Suicide is an option by overdose

Your so stupid

What if

Your so ungrateful

Game over we are done

This life is so unbearable

Nobody will know

This is what my spirit whispers:

Easy

Your ok

Be gentle with yourself

Call a friend

This will pass

It’s just a thought

A bad moment not a bad life

You have survived for a reason

Your purpose is joy

Laughing is your favorite

Breathe this fresh air

Look at that bunny, sky, squirrel, tree, puppy…etc.

Wow your gonna be just fine

Your heart is full

Gods got you

Go to sleep, tomorrow will be better.

What i think you think….10/18

Is absolutely none of my business!

Coming into recovery I started to understand the way I had been raised or conditioned.

In my home – it was instilled that I had to have a “good reputation”. I was representing my family and therefore, I was to portray myself as “society” would most accept me.

I cannot credit all of this to my parents, it was definitely tied to the teachers in my schooling, the friends that I had, their families, television shows, movies – all of it bombarded me with a feeling of “needing others approval“.

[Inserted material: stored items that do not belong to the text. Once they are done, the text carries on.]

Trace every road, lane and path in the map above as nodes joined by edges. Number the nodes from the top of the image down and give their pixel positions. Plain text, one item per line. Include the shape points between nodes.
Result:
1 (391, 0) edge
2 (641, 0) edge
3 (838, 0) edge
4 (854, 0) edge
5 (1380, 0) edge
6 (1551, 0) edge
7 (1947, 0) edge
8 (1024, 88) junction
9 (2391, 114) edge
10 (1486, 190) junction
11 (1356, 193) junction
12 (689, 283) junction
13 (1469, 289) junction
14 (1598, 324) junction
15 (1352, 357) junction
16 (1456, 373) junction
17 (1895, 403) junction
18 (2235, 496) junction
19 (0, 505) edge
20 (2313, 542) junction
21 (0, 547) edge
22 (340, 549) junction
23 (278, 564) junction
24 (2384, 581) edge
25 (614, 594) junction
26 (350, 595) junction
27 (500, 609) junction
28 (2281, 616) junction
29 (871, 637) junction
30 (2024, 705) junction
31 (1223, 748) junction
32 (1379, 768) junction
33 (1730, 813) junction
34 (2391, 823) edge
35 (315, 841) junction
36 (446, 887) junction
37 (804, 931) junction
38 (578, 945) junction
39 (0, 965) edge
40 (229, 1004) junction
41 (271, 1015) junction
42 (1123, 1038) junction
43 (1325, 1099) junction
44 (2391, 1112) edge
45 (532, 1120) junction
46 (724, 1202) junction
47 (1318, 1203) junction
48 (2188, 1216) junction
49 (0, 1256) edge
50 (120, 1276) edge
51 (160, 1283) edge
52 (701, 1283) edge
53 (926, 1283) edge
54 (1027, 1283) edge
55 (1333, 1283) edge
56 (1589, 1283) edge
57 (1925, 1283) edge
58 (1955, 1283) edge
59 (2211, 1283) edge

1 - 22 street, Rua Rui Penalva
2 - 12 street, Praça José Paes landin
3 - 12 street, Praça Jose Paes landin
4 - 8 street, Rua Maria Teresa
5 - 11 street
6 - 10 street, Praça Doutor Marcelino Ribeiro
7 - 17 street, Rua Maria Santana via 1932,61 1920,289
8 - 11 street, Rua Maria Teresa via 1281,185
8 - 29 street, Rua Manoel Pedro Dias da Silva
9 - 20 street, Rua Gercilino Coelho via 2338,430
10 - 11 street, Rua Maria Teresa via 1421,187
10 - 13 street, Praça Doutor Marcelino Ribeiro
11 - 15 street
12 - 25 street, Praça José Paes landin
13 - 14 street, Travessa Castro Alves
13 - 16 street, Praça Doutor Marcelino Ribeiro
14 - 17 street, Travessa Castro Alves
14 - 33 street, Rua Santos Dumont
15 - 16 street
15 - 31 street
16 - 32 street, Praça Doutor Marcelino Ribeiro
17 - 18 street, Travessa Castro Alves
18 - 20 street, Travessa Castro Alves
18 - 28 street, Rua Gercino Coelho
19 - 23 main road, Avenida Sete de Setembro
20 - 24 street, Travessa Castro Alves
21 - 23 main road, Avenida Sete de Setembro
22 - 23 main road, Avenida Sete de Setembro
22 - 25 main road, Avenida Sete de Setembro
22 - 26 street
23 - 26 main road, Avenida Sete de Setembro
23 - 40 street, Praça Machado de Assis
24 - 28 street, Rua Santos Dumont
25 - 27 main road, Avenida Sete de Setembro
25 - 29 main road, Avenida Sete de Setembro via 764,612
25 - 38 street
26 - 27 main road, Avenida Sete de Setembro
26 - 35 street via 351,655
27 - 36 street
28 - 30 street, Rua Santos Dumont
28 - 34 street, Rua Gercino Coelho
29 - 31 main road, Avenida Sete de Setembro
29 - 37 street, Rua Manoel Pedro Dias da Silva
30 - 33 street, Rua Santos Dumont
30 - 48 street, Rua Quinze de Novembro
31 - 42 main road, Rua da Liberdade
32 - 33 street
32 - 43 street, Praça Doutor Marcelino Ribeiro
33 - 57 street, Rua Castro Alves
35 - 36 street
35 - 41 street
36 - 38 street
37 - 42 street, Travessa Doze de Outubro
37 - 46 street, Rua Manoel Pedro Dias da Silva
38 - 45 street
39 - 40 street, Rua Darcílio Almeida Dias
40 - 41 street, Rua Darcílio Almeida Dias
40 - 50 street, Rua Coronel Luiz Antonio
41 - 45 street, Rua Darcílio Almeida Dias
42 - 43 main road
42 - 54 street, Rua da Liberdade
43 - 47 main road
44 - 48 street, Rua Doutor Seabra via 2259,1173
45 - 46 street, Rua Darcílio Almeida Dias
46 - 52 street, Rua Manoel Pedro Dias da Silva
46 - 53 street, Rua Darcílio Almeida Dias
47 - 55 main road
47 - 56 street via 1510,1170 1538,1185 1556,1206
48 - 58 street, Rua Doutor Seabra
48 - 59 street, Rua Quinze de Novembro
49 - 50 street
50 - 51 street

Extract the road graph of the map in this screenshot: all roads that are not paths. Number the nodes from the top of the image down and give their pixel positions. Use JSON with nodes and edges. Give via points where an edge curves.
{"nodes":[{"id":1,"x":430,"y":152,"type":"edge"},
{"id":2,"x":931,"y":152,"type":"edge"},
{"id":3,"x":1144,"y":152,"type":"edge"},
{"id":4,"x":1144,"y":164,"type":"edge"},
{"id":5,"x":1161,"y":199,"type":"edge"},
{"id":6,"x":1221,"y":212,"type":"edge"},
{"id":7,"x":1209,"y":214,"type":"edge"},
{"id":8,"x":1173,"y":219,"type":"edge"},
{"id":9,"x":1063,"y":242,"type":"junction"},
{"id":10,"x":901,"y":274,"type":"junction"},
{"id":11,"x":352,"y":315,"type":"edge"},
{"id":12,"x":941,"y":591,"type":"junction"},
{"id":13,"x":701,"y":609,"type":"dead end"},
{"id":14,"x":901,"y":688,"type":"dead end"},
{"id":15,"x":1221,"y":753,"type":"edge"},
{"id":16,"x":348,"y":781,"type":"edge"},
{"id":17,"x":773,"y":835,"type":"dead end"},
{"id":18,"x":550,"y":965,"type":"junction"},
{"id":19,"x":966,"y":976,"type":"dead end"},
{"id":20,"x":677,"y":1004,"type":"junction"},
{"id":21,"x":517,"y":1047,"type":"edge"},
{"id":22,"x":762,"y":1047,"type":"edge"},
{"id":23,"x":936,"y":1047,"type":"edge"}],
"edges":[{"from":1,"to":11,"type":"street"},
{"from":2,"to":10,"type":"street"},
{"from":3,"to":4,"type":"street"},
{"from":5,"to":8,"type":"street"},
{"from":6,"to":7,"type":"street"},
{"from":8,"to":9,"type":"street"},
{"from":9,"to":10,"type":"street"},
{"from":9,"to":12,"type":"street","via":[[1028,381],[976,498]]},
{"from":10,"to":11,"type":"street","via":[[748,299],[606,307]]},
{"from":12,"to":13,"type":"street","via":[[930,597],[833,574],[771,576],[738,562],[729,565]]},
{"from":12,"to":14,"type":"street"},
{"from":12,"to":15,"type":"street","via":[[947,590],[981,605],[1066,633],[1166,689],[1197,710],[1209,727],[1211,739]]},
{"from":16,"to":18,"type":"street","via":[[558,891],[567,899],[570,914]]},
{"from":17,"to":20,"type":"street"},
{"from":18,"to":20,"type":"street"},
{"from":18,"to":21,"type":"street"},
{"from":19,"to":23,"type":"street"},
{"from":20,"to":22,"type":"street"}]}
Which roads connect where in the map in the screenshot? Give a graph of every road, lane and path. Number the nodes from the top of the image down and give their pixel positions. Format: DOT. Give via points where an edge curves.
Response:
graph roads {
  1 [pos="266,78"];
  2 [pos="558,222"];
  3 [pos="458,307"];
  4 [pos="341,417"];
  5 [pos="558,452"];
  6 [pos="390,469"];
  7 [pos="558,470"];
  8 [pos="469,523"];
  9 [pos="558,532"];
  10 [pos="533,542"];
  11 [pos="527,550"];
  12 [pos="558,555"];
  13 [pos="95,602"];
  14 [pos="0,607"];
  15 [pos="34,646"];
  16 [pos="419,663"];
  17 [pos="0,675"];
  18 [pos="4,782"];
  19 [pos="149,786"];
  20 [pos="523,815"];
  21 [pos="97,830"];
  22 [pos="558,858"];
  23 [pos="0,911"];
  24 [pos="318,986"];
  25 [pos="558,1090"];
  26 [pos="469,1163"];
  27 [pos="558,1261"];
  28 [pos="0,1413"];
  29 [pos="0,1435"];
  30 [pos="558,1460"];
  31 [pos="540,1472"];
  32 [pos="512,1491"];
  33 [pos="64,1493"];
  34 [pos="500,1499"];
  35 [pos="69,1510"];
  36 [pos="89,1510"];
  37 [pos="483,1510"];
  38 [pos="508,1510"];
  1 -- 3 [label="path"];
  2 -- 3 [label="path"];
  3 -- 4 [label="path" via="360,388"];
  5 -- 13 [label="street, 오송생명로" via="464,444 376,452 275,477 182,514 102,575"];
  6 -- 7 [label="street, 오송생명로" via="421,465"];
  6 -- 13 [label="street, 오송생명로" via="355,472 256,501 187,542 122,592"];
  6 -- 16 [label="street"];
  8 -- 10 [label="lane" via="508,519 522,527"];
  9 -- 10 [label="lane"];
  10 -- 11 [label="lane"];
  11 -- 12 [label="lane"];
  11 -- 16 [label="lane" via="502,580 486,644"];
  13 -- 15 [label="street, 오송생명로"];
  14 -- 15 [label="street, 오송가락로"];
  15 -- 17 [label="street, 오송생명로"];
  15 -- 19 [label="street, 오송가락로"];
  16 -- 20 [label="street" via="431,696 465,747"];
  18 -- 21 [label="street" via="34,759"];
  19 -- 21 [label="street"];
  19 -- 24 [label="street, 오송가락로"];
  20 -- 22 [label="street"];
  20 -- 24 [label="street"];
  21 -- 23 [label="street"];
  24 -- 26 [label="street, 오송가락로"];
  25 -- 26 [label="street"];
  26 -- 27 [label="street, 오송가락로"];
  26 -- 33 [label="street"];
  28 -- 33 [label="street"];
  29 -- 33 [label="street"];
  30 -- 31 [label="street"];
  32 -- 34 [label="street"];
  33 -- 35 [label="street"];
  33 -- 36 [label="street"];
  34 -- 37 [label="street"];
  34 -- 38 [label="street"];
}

SO…I started to realize when breaking down that shell of nonsense, that I was always trying to figure out what I thought you all were thinking.

This left me with no thoughts of my own.

The “peanut galleries” thoughts were more important than mine.

Today, I am aware if I start falling into this trap. Things becoming none of my business has granted me the freedom to be me!

Regardless of what you really think…or what I think you think.

Freedom to be myself is gods grace working in my life.